ACTIVITY :: Whatever appears in the data below, copy it exactly.
━━━ GIVEN DATA
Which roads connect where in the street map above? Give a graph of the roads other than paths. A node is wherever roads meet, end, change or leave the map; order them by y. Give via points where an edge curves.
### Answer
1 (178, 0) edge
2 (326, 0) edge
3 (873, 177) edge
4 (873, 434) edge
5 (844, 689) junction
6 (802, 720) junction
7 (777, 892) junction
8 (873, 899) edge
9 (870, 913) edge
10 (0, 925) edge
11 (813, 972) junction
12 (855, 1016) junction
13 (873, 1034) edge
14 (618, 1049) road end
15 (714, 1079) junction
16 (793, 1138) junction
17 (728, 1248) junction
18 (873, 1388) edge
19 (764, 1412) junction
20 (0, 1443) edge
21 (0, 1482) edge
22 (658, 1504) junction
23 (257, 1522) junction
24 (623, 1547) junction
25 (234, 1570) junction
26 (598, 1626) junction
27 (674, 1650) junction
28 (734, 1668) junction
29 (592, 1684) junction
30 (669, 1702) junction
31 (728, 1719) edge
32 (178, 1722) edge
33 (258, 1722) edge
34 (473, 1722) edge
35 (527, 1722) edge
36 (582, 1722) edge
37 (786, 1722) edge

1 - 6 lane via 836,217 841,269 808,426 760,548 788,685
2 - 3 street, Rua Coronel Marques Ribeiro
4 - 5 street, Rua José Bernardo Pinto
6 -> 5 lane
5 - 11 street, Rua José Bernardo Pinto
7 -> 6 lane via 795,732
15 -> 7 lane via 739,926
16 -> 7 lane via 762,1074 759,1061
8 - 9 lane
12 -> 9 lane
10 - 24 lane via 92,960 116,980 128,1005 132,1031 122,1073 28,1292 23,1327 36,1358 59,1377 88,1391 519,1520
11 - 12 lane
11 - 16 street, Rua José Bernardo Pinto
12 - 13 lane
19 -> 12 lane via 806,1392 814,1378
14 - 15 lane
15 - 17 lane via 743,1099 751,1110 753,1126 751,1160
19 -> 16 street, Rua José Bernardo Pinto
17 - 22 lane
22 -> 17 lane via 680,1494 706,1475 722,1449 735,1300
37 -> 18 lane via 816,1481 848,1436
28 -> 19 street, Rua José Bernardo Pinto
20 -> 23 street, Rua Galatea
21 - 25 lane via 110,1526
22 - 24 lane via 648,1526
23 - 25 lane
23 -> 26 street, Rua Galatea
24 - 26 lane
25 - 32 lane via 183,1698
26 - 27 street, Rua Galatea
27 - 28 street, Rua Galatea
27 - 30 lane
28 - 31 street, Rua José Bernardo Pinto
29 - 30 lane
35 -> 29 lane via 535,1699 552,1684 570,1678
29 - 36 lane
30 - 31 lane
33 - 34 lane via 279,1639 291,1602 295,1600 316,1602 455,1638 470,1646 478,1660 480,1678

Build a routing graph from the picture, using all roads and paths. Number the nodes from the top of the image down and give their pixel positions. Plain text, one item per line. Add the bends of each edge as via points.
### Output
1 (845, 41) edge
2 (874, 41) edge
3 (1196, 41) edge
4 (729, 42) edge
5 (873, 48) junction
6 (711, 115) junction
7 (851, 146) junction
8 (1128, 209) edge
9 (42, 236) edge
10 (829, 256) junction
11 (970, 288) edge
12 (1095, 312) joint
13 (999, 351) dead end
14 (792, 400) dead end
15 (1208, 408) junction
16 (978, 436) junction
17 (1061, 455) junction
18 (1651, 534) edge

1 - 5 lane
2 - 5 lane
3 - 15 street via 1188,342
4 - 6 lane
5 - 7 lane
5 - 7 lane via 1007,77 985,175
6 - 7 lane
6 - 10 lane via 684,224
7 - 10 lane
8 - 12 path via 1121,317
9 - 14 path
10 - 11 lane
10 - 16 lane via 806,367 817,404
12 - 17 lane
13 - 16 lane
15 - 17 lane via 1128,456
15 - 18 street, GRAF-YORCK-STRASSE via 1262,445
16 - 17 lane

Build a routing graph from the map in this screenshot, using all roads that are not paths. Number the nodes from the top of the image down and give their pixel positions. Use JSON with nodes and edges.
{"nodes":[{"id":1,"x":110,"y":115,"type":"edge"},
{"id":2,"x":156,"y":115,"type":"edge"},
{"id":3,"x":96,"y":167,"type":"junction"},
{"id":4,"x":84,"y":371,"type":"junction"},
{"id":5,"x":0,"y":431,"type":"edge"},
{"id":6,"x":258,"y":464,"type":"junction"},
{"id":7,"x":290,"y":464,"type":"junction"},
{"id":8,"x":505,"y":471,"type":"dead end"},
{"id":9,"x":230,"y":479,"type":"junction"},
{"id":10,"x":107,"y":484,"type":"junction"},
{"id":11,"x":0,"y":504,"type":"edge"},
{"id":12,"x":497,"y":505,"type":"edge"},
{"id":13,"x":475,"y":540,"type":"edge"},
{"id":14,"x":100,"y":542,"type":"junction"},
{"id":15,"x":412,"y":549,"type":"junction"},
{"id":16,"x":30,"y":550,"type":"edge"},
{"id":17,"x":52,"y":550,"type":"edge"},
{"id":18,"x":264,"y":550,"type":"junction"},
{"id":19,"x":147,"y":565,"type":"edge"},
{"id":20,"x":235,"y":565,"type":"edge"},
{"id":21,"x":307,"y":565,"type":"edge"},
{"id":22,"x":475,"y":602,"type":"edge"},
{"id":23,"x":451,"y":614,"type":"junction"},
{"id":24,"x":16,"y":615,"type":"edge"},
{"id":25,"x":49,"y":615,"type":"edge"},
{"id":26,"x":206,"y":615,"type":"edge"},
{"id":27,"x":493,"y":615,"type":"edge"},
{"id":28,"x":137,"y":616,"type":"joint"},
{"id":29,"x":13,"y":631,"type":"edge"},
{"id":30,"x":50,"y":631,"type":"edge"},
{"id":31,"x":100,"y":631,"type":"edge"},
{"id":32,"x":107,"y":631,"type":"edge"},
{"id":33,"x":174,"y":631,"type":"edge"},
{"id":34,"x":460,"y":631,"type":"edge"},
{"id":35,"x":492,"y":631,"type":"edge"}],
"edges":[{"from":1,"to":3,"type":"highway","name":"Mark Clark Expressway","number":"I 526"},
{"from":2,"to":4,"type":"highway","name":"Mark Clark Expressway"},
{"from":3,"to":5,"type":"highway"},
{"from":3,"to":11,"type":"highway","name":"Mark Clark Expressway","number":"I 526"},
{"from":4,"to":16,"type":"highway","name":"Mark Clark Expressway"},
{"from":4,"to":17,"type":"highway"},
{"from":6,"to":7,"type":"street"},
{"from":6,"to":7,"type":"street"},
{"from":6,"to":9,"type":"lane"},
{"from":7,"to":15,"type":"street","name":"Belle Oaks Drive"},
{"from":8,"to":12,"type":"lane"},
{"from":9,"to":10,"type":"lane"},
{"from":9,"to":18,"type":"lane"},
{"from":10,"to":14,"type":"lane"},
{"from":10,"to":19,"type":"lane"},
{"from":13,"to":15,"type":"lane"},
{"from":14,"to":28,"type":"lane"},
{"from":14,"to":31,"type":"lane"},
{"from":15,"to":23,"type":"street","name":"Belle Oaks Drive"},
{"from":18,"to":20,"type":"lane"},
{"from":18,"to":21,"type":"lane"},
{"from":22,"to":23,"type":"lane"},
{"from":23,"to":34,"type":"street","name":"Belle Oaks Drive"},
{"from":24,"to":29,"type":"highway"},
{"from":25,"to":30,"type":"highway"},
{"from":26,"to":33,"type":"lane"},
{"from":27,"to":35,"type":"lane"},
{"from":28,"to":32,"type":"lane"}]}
━━━━━━
SOLUTION TO THE EXERCISE ::
Which roads connect where in the street map above? Give a graph of the roads other than paths. A node is wherever roads meet, end, change or leave the map; order them by y. Give via points where an edge curves.
### Answer
1 (178, 0) edge
2 (326, 0) edge
3 (873, 177) edge
4 (873, 434) edge
5 (844, 689) junction
6 (802, 720) junction
7 (777, 892) junction
8 (873, 899) edge
9 (870, 913) edge
10 (0, 925) edge
11 (813, 972) junction
12 (855, 1016) junction
13 (873, 1034) edge
14 (618, 1049) road end
15 (714, 1079) junction
16 (793, 1138) junction
17 (728, 1248) junction
18 (873, 1388) edge
19 (764, 1412) junction
20 (0, 1443) edge
21 (0, 1482) edge
22 (658, 1504) junction
23 (257, 1522) junction
24 (623, 1547) junction
25 (234, 1570) junction
26 (598, 1626) junction
27 (674, 1650) junction
28 (734, 1668) junction
29 (592, 1684) junction
30 (669, 1702) junction
31 (728, 1719) edge
32 (178, 1722) edge
33 (258, 1722) edge
34 (473, 1722) edge
35 (527, 1722) edge
36 (582, 1722) edge
37 (786, 1722) edge

1 - 6 lane via 836,217 841,269 808,426 760,548 788,685
2 - 3 street, Rua Coronel Marques Ribeiro
4 - 5 street, Rua José Bernardo Pinto
6 -> 5 lane
5 - 11 street, Rua José Bernardo Pinto
7 -> 6 lane via 795,732
15 -> 7 lane via 739,926
16 -> 7 lane via 762,1074 759,1061
8 - 9 lane
12 -> 9 lane
10 - 24 lane via 92,960 116,980 128,1005 132,1031 122,1073 28,1292 23,1327 36,1358 59,1377 88,1391 519,1520
11 - 12 lane
11 - 16 street, Rua José Bernardo Pinto
12 - 13 lane
19 -> 12 lane via 806,1392 814,1378
14 - 15 lane
15 - 17 lane via 743,1099 751,1110 753,1126 751,1160
19 -> 16 street, Rua José Bernardo Pinto
17 - 22 lane
22 -> 17 lane via 680,1494 706,1475 722,1449 735,1300
37 -> 18 lane via 816,1481 848,1436
28 -> 19 street, Rua José Bernardo Pinto
20 -> 23 street, Rua Galatea
21 - 25 lane via 110,1526
22 - 24 lane via 648,1526
23 - 25 lane
23 -> 26 street, Rua Galatea
24 - 26 lane
25 - 32 lane via 183,1698
26 - 27 street, Rua Galatea
27 - 28 street, Rua Galatea
27 - 30 lane
28 - 31 street, Rua José Bernardo Pinto
29 - 30 lane
35 -> 29 lane via 535,1699 552,1684 570,1678
29 - 36 lane
30 - 31 lane
33 - 34 lane via 279,1639 291,1602 295,1600 316,1602 455,1638 470,1646 478,1660 480,1678

Build a routing graph from the picture, using all roads and paths. Number the nodes from the top of the image down and give their pixel positions. Plain text, one item per line. Add the bends of each edge as via points.
### Output
1 (845, 41) edge
2 (874, 41) edge
3 (1196, 41) edge
4 (729, 42) edge
5 (873, 48) junction
6 (711, 115) junction
7 (851, 146) junction
8 (1128, 209) edge
9 (42, 236) edge
10 (829, 256) junction
11 (970, 288) edge
12 (1095, 312) joint
13 (999, 351) dead end
14 (792, 400) dead end
15 (1208, 408) junction
16 (978, 436) junction
17 (1061, 455) junction
18 (1651, 534) edge

1 - 5 lane
2 - 5 lane
3 - 15 street via 1188,342
4 - 6 lane
5 - 7 lane
5 - 7 lane via 1007,77 985,175
6 - 7 lane
6 - 10 lane via 684,224
7 - 10 lane
8 - 12 path via 1121,317
9 - 14 path
10 - 11 lane
10 - 16 lane via 806,367 817,404
12 - 17 lane
13 - 16 lane
15 - 17 lane via 1128,456
15 - 18 street, GRAF-YORCK-STRASSE via 1262,445
16 - 17 lane

Build a routing graph from the map in this screenshot, using all roads that are not paths. Number the nodes from the top of the image down and give their pixel positions. Use JSON with nodes and edges.
{"nodes":[{"id":1,"x":110,"y":115,"type":"edge"},
{"id":2,"x":156,"y":115,"type":"edge"},
{"id":3,"x":96,"y":167,"type":"junction"},
{"id":4,"x":84,"y":371,"type":"junction"},
{"id":5,"x":0,"y":431,"type":"edge"},
{"id":6,"x":258,"y":464,"type":"junction"},
{"id":7,"x":290,"y":464,"type":"junction"},
{"id":8,"x":505,"y":471,"type":"dead end"},
{"id":9,"x":230,"y":479,"type":"junction"},
{"id":10,"x":107,"y":484,"type":"junction"},
{"id":11,"x":0,"y":504,"type":"edge"},
{"id":12,"x":497,"y":505,"type":"edge"},
{"id":13,"x":475,"y":540,"type":"edge"},
{"id":14,"x":100,"y":542,"type":"junction"},
{"id":15,"x":412,"y":549,"type":"junction"},
{"id":16,"x":30,"y":550,"type":"edge"},
{"id":17,"x":52,"y":550,"type":"edge"},
{"id":18,"x":264,"y":550,"type":"junction"},
{"id":19,"x":147,"y":565,"type":"edge"},
{"id":20,"x":235,"y":565,"type":"edge"},
{"id":21,"x":307,"y":565,"type":"edge"},
{"id":22,"x":475,"y":602,"type":"edge"},
{"id":23,"x":451,"y":614,"type":"junction"},
{"id":24,"x":16,"y":615,"type":"edge"},
{"id":25,"x":49,"y":615,"type":"edge"},
{"id":26,"x":206,"y":615,"type":"edge"},
{"id":27,"x":493,"y":615,"type":"edge"},
{"id":28,"x":137,"y":616,"type":"joint"},
{"id":29,"x":13,"y":631,"type":"edge"},
{"id":30,"x":50,"y":631,"type":"edge"},
{"id":31,"x":100,"y":631,"type":"edge"},
{"id":32,"x":107,"y":631,"type":"edge"},
{"id":33,"x":174,"y":631,"type":"edge"},
{"id":34,"x":460,"y":631,"type":"edge"},
{"id":35,"x":492,"y":631,"type":"edge"}],
"edges":[{"from":1,"to":3,"type":"highway","name":"Mark Clark Expressway","number":"I 526"},
{"from":2,"to":4,"type":"highway","name":"Mark Clark Expressway"},
{"from":3,"to":5,"type":"highway"},
{"from":3,"to":11,"type":"highway","name":"Mark Clark Expressway","number":"I 526"},
{"from":4,"to":16,"type":"highway","name":"Mark Clark Expressway"},
{"from":4,"to":17,"type":"highway"},
{"from":6,"to":7,"type":"street"},
{"from":6,"to":7,"type":"street"},
{"from":6,"to":9,"type":"lane"},
{"from":7,"to":15,"type":"street","name":"Belle Oaks Drive"},
{"from":8,"to":12,"type":"lane"},
{"from":9,"to":10,"type":"lane"},
{"from":9,"to":18,"type":"lane"},
{"from":10,"to":14,"type":"lane"},
{"from":10,"to":19,"type":"lane"},
{"from":13,"to":15,"type":"lane"},
{"from":14,"to":28,"type":"lane"},
{"from":14,"to":31,"type":"lane"},
{"from":15,"to":23,"type":"street","name":"Belle Oaks Drive"},
{"from":18,"to":20,"type":"lane"},
{"from":18,"to":21,"type":"lane"},
{"from":22,"to":23,"type":"lane"},
{"from":23,"to":34,"type":"street","name":"Belle Oaks Drive"},
{"from":24,"to":29,"type":"highway"},
{"from":25,"to":30,"type":"highway"},
{"from":26,"to":33,"type":"lane"},
{"from":27,"to":35,"type":"lane"},
{"from":28,"to":32,"type":"lane"}]}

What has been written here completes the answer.